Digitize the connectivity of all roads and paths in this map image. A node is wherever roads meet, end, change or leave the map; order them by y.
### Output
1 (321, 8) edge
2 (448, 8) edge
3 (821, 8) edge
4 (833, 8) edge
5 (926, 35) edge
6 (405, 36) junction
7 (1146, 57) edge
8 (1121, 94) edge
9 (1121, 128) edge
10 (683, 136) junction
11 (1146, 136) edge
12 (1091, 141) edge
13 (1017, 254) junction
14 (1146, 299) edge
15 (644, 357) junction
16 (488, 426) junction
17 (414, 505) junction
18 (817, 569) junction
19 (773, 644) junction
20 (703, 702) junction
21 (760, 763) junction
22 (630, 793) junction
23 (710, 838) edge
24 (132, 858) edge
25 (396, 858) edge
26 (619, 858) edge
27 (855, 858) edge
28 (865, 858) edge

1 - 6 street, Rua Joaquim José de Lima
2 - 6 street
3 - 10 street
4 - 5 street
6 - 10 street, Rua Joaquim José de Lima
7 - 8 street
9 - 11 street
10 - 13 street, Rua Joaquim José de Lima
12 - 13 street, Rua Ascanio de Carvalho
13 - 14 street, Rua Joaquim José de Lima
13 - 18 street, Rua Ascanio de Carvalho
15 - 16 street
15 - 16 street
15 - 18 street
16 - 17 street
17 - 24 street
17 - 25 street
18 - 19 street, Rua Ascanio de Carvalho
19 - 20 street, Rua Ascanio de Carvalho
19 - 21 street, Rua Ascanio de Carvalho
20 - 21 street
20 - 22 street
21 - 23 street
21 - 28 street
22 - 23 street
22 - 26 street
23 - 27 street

____

Work required
Print all the entries above. Keep each one exact.

Output of the exercise
Digitize the connectivity of all roads and paths in this map image. A node is wherever roads meet, end, change or leave the map; order them by y.
### Output
1 (321, 8) edge
2 (448, 8) edge
3 (821, 8) edge
4 (833, 8) edge
5 (926, 35) edge
6 (405, 36) junction
7 (1146, 57) edge
8 (1121, 94) edge
9 (1121, 128) edge
10 (683, 136) junction
11 (1146, 136) edge
12 (1091, 141) edge
13 (1017, 254) junction
14 (1146, 299) edge
15 (644, 357) junction
16 (488, 426) junction
17 (414, 505) junction
18 (817, 569) junction
19 (773, 644) junction
20 (703, 702) junction
21 (760, 763) junction
22 (630, 793) junction
23 (710, 838) edge
24 (132, 858) edge
25 (396, 858) edge
26 (619, 858) edge
27 (855, 858) edge
28 (865, 858) edge

1 - 6 street, Rua Joaquim José de Lima
2 - 6 street
3 - 10 street
4 - 5 street
6 - 10 street, Rua Joaquim José de Lima
7 - 8 street
9 - 11 street
10 - 13 street, Rua Joaquim José de Lima
12 - 13 street, Rua Ascanio de Carvalho
13 - 14 street, Rua Joaquim José de Lima
13 - 18 street, Rua Ascanio de Carvalho
15 - 16 street
15 - 16 street
15 - 18 street
16 - 17 street
17 - 24 street
17 - 25 street
18 - 19 street, Rua Ascanio de Carvalho
19 - 20 street, Rua Ascanio de Carvalho
19 - 21 street, Rua Ascanio de Carvalho
20 - 21 street
20 - 22 street
21 - 23 street
21 - 28 street
22 - 23 street
22 - 26 street
23 - 27 street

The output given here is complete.